[EXERCISE REQUIREMENTS] Where a line holds the word "Hiệu", count it, then give only the total for the entries below.

━━ INPUT DATA ━━

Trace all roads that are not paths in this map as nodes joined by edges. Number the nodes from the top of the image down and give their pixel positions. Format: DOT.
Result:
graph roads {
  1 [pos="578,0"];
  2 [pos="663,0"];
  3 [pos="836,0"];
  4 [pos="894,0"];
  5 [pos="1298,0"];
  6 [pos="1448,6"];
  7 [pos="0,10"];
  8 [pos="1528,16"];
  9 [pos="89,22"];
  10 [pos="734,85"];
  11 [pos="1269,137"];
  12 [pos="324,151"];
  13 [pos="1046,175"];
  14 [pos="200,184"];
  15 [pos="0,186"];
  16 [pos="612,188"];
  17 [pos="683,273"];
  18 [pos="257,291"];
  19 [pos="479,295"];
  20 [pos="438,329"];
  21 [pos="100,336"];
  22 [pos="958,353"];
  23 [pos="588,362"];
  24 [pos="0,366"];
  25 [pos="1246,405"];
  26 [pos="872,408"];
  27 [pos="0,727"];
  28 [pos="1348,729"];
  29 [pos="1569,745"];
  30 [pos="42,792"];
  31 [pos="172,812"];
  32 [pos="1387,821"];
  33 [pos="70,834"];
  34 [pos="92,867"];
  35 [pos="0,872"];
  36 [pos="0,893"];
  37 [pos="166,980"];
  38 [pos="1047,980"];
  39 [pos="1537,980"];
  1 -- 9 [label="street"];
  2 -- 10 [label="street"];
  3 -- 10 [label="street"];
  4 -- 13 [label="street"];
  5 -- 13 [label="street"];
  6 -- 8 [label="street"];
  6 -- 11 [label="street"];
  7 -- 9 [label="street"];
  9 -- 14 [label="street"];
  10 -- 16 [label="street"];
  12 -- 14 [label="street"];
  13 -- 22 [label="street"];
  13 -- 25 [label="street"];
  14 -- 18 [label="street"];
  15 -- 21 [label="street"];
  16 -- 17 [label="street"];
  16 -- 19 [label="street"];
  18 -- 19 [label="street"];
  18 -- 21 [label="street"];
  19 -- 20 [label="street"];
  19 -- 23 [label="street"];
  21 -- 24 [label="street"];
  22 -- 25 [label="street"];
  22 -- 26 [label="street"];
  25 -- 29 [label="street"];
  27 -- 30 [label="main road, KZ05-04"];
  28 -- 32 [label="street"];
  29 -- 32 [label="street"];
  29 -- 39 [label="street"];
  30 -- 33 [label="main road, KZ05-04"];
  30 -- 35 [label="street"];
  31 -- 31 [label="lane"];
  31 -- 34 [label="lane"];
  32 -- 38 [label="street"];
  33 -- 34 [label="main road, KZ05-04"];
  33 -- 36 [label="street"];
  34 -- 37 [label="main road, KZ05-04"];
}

━━━
━━ INPUT DATA ━━

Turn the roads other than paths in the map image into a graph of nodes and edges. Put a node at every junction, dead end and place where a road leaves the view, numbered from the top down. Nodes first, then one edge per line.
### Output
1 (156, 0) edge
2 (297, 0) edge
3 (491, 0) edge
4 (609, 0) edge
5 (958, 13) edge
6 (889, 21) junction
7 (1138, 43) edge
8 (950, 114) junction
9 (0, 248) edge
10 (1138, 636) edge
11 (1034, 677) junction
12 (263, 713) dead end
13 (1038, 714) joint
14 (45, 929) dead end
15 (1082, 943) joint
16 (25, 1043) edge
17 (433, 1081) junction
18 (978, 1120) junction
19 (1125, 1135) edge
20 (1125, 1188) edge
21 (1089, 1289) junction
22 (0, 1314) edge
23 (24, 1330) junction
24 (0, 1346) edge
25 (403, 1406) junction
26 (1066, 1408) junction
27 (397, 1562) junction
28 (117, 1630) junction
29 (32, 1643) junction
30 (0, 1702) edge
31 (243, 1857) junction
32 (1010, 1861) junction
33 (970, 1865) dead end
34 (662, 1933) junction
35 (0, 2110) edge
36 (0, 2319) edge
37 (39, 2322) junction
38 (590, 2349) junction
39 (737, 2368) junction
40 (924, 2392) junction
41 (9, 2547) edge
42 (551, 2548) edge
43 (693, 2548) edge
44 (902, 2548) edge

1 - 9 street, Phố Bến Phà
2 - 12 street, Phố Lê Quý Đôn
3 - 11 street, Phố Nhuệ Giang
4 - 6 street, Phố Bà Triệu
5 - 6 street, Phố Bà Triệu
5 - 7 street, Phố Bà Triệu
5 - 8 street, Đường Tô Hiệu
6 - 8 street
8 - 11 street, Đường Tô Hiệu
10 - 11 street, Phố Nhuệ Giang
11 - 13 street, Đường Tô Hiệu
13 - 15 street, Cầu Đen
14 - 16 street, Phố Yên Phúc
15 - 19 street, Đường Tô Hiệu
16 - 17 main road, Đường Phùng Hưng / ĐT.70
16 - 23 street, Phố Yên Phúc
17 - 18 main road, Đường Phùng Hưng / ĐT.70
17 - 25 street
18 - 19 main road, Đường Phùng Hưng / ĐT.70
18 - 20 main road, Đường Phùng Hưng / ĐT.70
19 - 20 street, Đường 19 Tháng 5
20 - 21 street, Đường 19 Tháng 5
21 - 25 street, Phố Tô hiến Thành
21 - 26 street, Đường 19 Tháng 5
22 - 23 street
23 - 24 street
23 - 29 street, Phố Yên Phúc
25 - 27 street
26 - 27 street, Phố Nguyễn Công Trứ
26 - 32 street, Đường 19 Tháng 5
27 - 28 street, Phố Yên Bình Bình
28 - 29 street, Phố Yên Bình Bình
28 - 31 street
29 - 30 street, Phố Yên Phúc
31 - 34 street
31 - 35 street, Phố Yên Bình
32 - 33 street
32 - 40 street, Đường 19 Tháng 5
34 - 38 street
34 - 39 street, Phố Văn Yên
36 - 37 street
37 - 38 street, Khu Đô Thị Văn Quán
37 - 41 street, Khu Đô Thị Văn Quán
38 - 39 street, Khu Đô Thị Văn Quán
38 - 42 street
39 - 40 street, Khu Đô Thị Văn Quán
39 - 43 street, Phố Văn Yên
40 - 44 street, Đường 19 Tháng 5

━━━
━━ INPUT DATA ━━

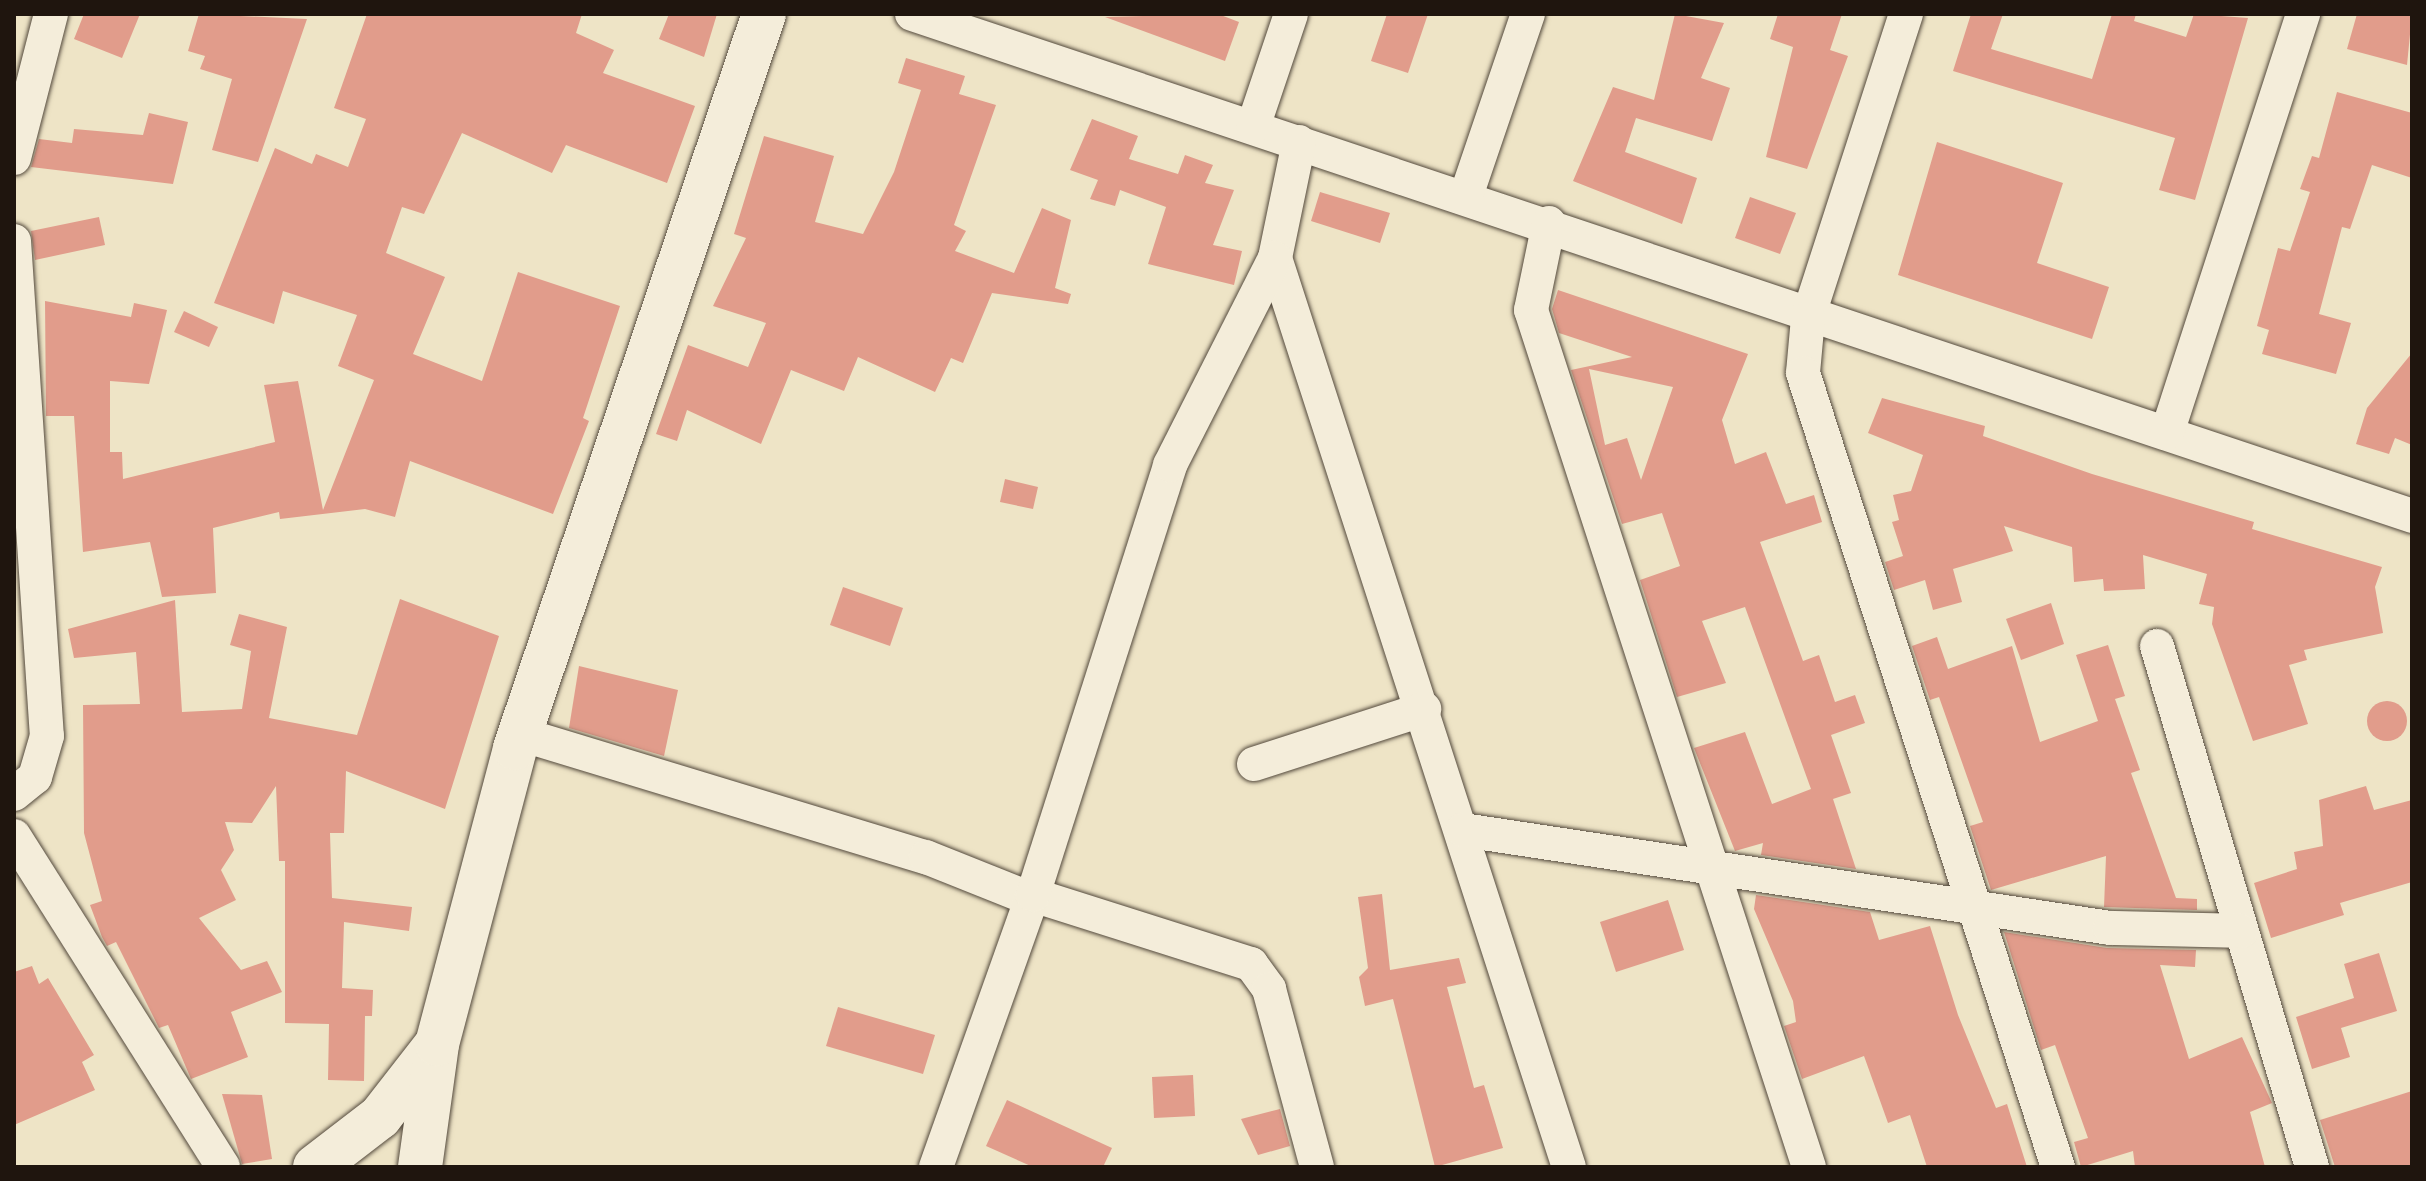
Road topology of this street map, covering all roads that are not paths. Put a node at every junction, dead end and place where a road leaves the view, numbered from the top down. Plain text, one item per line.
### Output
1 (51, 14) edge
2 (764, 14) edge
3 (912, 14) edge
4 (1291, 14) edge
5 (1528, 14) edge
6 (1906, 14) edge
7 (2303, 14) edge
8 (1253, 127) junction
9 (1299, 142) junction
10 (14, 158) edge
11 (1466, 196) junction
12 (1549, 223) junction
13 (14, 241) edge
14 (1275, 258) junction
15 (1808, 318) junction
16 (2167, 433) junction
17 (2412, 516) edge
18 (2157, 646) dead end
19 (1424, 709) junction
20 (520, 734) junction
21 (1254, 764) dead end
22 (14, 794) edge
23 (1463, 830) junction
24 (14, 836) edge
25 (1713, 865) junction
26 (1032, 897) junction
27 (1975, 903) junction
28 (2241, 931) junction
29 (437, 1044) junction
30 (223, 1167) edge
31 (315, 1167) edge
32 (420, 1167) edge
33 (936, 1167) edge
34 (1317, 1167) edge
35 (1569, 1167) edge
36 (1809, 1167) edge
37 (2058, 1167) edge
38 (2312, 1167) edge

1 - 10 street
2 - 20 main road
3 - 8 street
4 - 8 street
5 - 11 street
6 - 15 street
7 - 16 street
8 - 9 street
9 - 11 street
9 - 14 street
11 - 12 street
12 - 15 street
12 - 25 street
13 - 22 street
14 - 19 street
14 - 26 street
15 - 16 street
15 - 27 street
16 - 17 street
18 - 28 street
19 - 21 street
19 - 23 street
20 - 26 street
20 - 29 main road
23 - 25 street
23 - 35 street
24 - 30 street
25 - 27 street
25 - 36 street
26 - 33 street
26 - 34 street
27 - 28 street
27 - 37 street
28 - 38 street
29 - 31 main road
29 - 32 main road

━━━

[RESPONSE TO THE EXERCISE] 4